The Empathy Layer: Writing AI That Talks to Scared People
TL;DR
When a message reaches a parent in the NICU or a patient hearing bad news, tone is not a finishing touch, it is part of the safety of the communication. A technically accurate update delivered coldly can frighten, mislead, or wound. I designed MILA's empathy layer to write at a reading level a terrified person can absorb, to avoid both false hope and false alarm, to respect language and culture, and to never, ever automate away the human who should be holding that moment. Clear is not the same as kind, and in this work you need both.
My wife and I learned to read tone before we learned to read lab values. In the NICU, you become an expert in the small linguistic signals of the people caring for your child. A nurse who says "she had a good night" in a certain way means something different from the same words said another way. You learn to hear the difference between a pause that is routine and a pause that is bracing you. When you are that frightened, language is not information delivery. Language is the thing you survive on.
So when I built MILA's empathy layer, the part of the system that shapes how a message actually reads, I did not think of it as polish. I thought of it as safety. Because I have been the person on the other end, holding a phone or a clipboard, parsing every word for a hint of what is coming. Get the tone wrong and you can frighten someone who did not need to be frightened, or falsely reassure someone who needed to brace, or simply wound a person who was already breaking.
This post is about how you write AI that talks to people at the worst moment of their lives, and why I think tone is one of the most underrated safety problems in healthcare AI.
Clear Is Not the Same as Kind
The healthcare AI world has, rightly, become obsessed with clarity. Plain language, low reading level, no jargon. I am a believer. But somewhere along the way "clear" started getting treated as the whole job, and it is not.
"Your daughter's bilirubin is 28 and rising. This can cause brain damage. The team is considering an exchange transfusion." Every word is clear. A parent reading that alone, at 3 a.m., on a phone, with no one beside them, may stop breathing. It is accurate. It is clear. It is not kind, and because it is not kind, it may not even be received correctly, panic is not a good state for understanding.
Kind is not vague. Kind does not hide the truth. Kind is the difference between handing someone a hard fact and handing it to them in a way they can hold. The same information, shaped with care: "I want to give you an honest update, and I want you to know the team is right here with her. Mila's bilirubin has risen to a level we take seriously because, if it keeps climbing, it can affect the brain. That's why the doctors are preparing a treatment called an exchange transfusion. Dr. Reyes will call you in a few minutes to walk you through it." Same facts. Different survival.
Tone is part of the payload
A frightened person does not receive words neutrally. Tone determines whether they understand the urgency, whether they panic, whether they trust what comes next. That makes tone part of whether the message lands correctly, which makes it part of safety. An empathy layer is not a style filter bolted on at the end. It is load-bearing.
The Two Failures: False Hope and False Alarm
Most of the empathy layer's job is steering between two specific dangers, and they pull in opposite directions.
False hope is the failure of softening too much. "Everything's looking great, don't worry!" when things are precarious. It feels kind in the moment. It is a betrayal. When the truth arrives, and it will, the family feels lied to, and the trust you needed for the hard road ahead is gone. False hope is cruelty wearing the costume of comfort.

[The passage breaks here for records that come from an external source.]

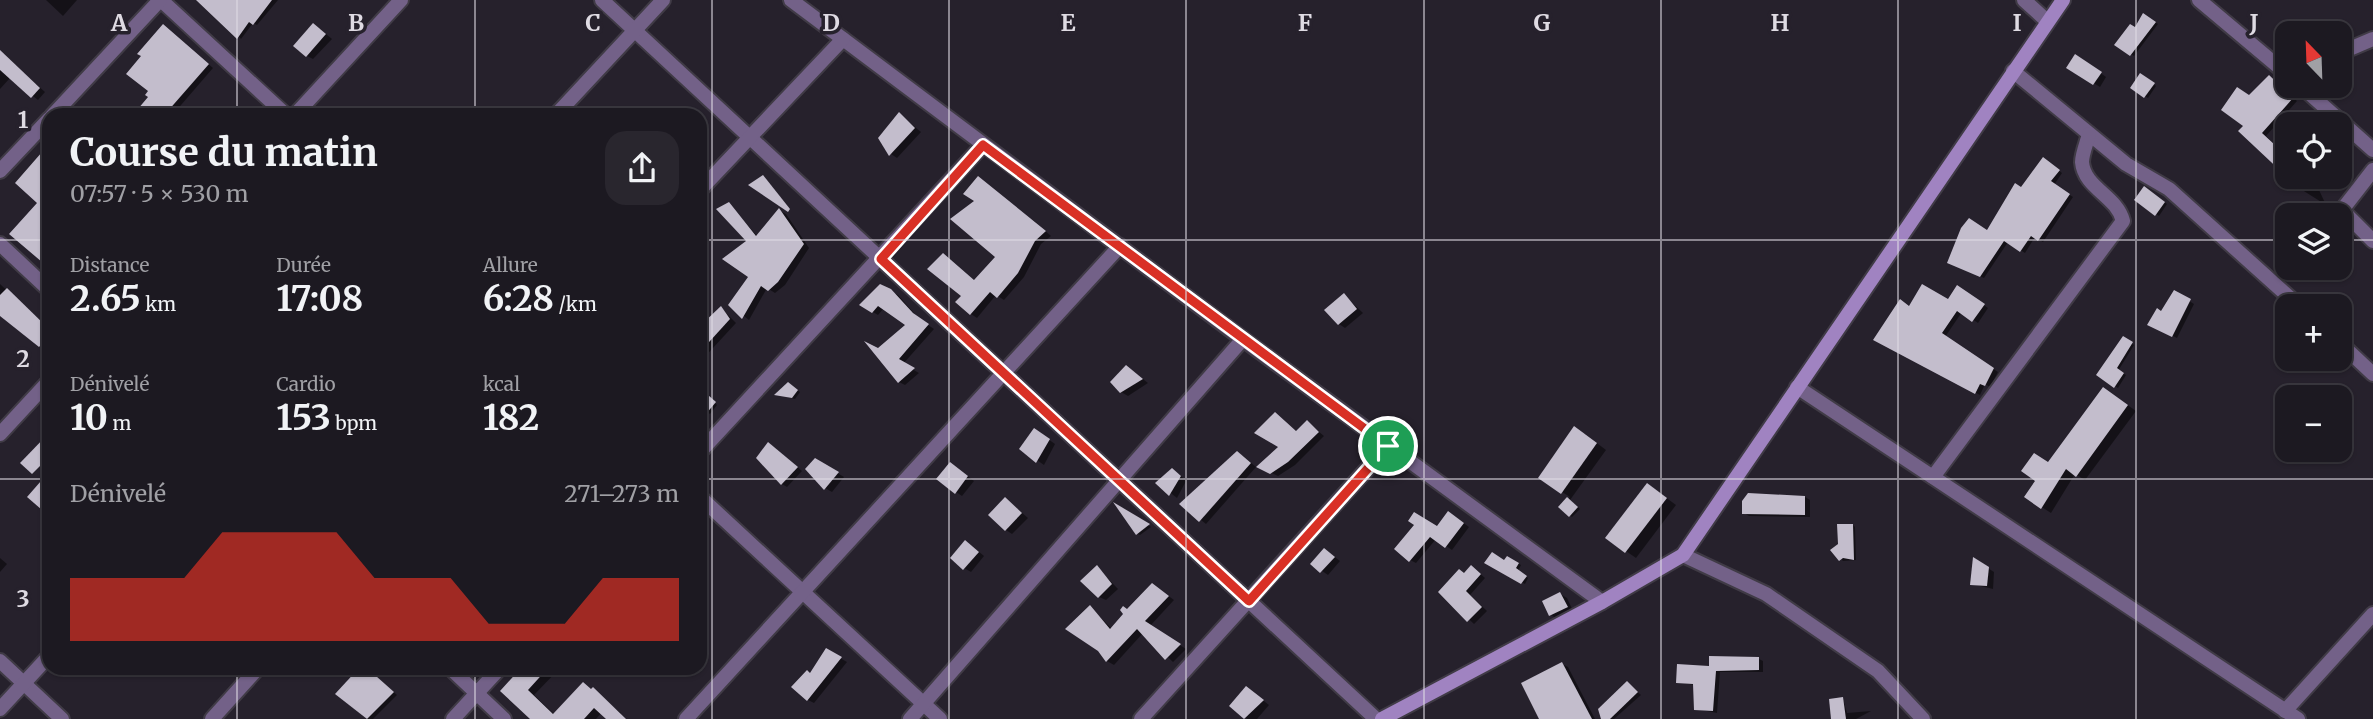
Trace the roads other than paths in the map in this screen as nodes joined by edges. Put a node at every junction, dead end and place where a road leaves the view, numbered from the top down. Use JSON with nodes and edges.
{"nodes":[{"id":1,"x":161,"y":0,"type":"edge"},
{"id":2,"x":401,"y":0,"type":"edge"},
{"id":3,"x":603,"y":0,"type":"edge"},
{"id":4,"x":663,"y":0,"type":"edge"},
{"id":5,"x":790,"y":0,"type":"edge"},
{"id":6,"x":2024,"y":0,"type":"edge"},
{"id":7,"x":2063,"y":0,"type":"edge"},
{"id":8,"x":2199,"y":0,"type":"edge"},
{"id":9,"x":2047,"y":21,"type":"junction"},
{"id":10,"x":635,"y":30,"type":"junction"},
{"id":11,"x":844,"y":39,"type":"junction"},
{"id":12,"x":2373,"y":39,"type":"edge"},
{"id":13,"x":2352,"y":48,"type":"edge"},
{"id":14,"x":2275,"y":64,"type":"edge"},
{"id":15,"x":2013,"y":71,"type":"junction"},
{"id":16,"x":2314,"y":98,"type":"edge"},
{"id":17,"x":59,"y":108,"type":"edge"},
{"id":18,"x":277,"y":108,"type":"edge"},
{"id":19,"x":301,"y":108,"type":"edge"},
{"id":20,"x":562,"y":108,"type":"edge"},
{"id":21,"x":42,"y":127,"type":"edge"},
{"id":22,"x":2089,"y":134,"type":"junction"},
{"id":23,"x":750,"y":137,"type":"junction"},
{"id":24,"x":983,"y":145,"type":"junction"},
{"id":25,"x":2373,"y":150,"type":"edge"},
{"id":26,"x":2373,"y":170,"type":"edge"},
{"id":27,"x":0,"y":171,"type":"edge"},
{"id":28,"x":707,"y":183,"type":"edge"},
{"id":29,"x":2373,"y":241,"type":"edge"},
{"id":30,"x":0,"y":244,"type":"edge"},
{"id":31,"x":1120,"y":246,"type":"junction"},
{"id":32,"x":881,"y":259,"type":"junction"},
{"id":33,"x":42,"y":283,"type":"edge"},
{"id":34,"x":2286,"y":294,"type":"edge"},
{"id":35,"x":1243,"y":339,"type":"junction"},
{"id":36,"x":2352,"y":354,"type":"edge"},
{"id":37,"x":1003,"y":371,"type":"junction"},
{"id":38,"x":2373,"y":374,"type":"edge"},
{"id":39,"x":1797,"y":387,"type":"junction"},
{"id":40,"x":42,"y":389,"type":"edge"},
{"id":41,"x":0,"y":434,"type":"edge"},
{"id":42,"x":707,"y":445,"type":"edge"},
{"id":43,"x":1388,"y":446,"type":"junction"},
{"id":44,"x":1933,"y":477,"type":"junction"},
{"id":45,"x":1119,"y":482,"type":"junction"},
{"id":46,"x":707,"y":504,"type":"edge"},
{"id":47,"x":1682,"y":555,"type":"junction"},
{"id":48,"x":802,"y":591,"type":"junction"},
{"id":49,"x":1249,"y":601,"type":"junction"},
{"id":50,"x":1602,"y":602,"type":"junction"},
{"id":51,"x":2373,"y":614,"type":"edge"},
{"id":52,"x":0,"y":661,"type":"edge"},
{"id":53,"x":42,"y":664,"type":"edge"},
{"id":54,"x":252,"y":675,"type":"edge"},
{"id":55,"x":458,"y":675,"type":"edge"},
{"id":56,"x":493,"y":675,"type":"edge"},
{"id":57,"x":24,"y":683,"type":"junction"},
{"id":58,"x":477,"y":693,"type":"junction"},
{"id":59,"x":923,"y":704,"type":"junction"},
{"id":60,"x":0,"y":709,"type":"edge"},
{"id":61,"x":2285,"y":710,"type":"junction"},
{"id":62,"x":62,"y":719,"type":"edge"},
{"id":63,"x":212,"y":719,"type":"edge"},
{"id":64,"x":453,"y":719,"type":"edge"},
{"id":65,"x":504,"y":719,"type":"edge"},
{"id":66,"x":686,"y":719,"type":"edge"},
{"id":67,"x":910,"y":719,"type":"edge"},
{"id":68,"x":940,"y":719,"type":"edge"},
{"id":69,"x":1141,"y":719,"type":"edge"},
{"id":70,"x":1376,"y":719,"type":"edge"},
{"id":71,"x":1382,"y":719,"type":"edge"},
{"id":72,"x":1923,"y":719,"type":"edge"},
{"id":73,"x":2298,"y":719,"type":"edge"}],
"edges":[{"from":1,"to":17,"type":"street"},
{"from":1,"to":18,"type":"street"},
{"from":2,"to":19,"type":"street"},
{"from":3,"to":10,"type":"street"},
{"from":4,"to":10,"type":"street"},
{"from":5,"to":11,"type":"street"},
{"from":6,"to":9,"type":"street"},
{"from":7,"to":9,"type":"street"},
{"from":8,"to":14,"type":"street"},
{"from":9,"to":15,"type":"street"},
{"from":10,"to":20,"type":"street"},
{"from":10,"to":23,"type":"street"},
{"from":11,"to":23,"type":"street"},
{"from":11,"to":24,"type":"street"},
{"from":12,"to":13,"type":"street"},
{"from":15,"to":22,"type":"street"},
{"from":15,"to":39,"type":"street"},
{"from":16,"to":25,"type":"street"},
{"from":21,"to":27,"type":"street"},
{"from":22,"to":34,"type":"street"},
{"from":22,"to":44,"type":"street"},
{"from":23,"to":28,"type":"street"},
{"from":23,"to":32,"type":"street"},
{"from":24,"to":31,"type":"street"},
{"from":24,"to":32,"type":"street"},
{"from":26,"to":29,"type":"street"},
{"from":30,"to":33,"type":"street"},
{"from":31,"to":35,"type":"street"},
{"from":31,"to":37,"type":"street"},
{"from":32,"to":37,"type":"street"},
{"from":32,"to":42,"type":"street"},
{"from":35,"to":43,"type":"street"},
{"from":35,"to":45,"type":"street"},
{"from":36,"to":38,"type":"street"},
{"from":37,"to":45,"type":"street"},
{"from":37,"to":48,"type":"street"},
{"from":39,"to":44,"type":"street"},
{"from":39,"to":47,"type":"street"},
{"from":40,"to":41,"type":"street"},
{"from":43,"to":49,"type":"street"},
{"from":43,"to":50,"type":"street"},
{"from":44,"to":61,"type":"street"},
{"from":45,"to":49,"type":"street"},
{"from":45,"to":59,"type":"street"},
{"from":46,"to":48,"type":"street"},
{"from":47,"to":50,"type":"street"},
{"from":47,"to":72,"type":"street"},
{"from":48,"to":59,"type":"street"},
{"from":48,"to":66,"type":"street"},
{"from":49,"to":69,"type":"street"},
{"from":49,"to":70,"type":"street"},
{"from":50,"to":71,"type":"street"},
{"from":51,"to":61,"type":"street"},
{"from":52,"to":57,"type":"street"},
{"from":53,"to":57,"type":"street"},
{"from":54,"to":63,"type":"street"},
{"from":55,"to":58,"type":"street"},
{"from":56,"to":58,"type":"street"},
{"from":57,"to":60,"type":"street"},
{"from":57,"to":62,"type":"street"},
{"from":58,"to":64,"type":"street"},
{"from":58,"to":65,"type":"street"},
{"from":59,"to":67,"type":"street"},
{"from":59,"to":68,"type":"street"},
{"from":61,"to":73,"type":"street"}]}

False alarm is the opposite failure: language that makes a routine event sound like a crisis. NICU life is full of normal-for-preemies things that sound terrifying to a layperson, a desaturation, a brady, a feeding held. Describe those in clinical-sounding alarm language and you put a family through repeated trauma over events the staff barely registers.
The empathy layer has to calibrate language to actual clinical severity, not to the scariness of the vocabulary. This is genuinely hard, because the model does not feel the stakes. So I encode them: severity is an explicit input, the message template adapts to it, and the system is biased toward honest steadiness rather than either reflex.
clinical severity βββ
(explicit input) β
βΌ
ββββββββββββββββββββββββββββββββ
β TONE CALIBRATION β
β β
β routine βββΆ warm, steady, β
β normalize w/o β
β dismissing β
β β
β notable βββΆ honest, name β
β the concern, β
β say what's next β
β β
β serious βββΆ plain truth + β
β presence + a β
β human will call β
ββββββββββββββββ¬ββββββββββββββββ
β
βΌ
never: minimize a real risk
never: dramatize a routine one
β
βΌ
human clinician reviews
The rule underneath the diagram: when uncertain about severity, the system does not guess the tone. It flags for the clinician. Tone calibration is exactly the kind of judgment that should defer to a human when confidence is low.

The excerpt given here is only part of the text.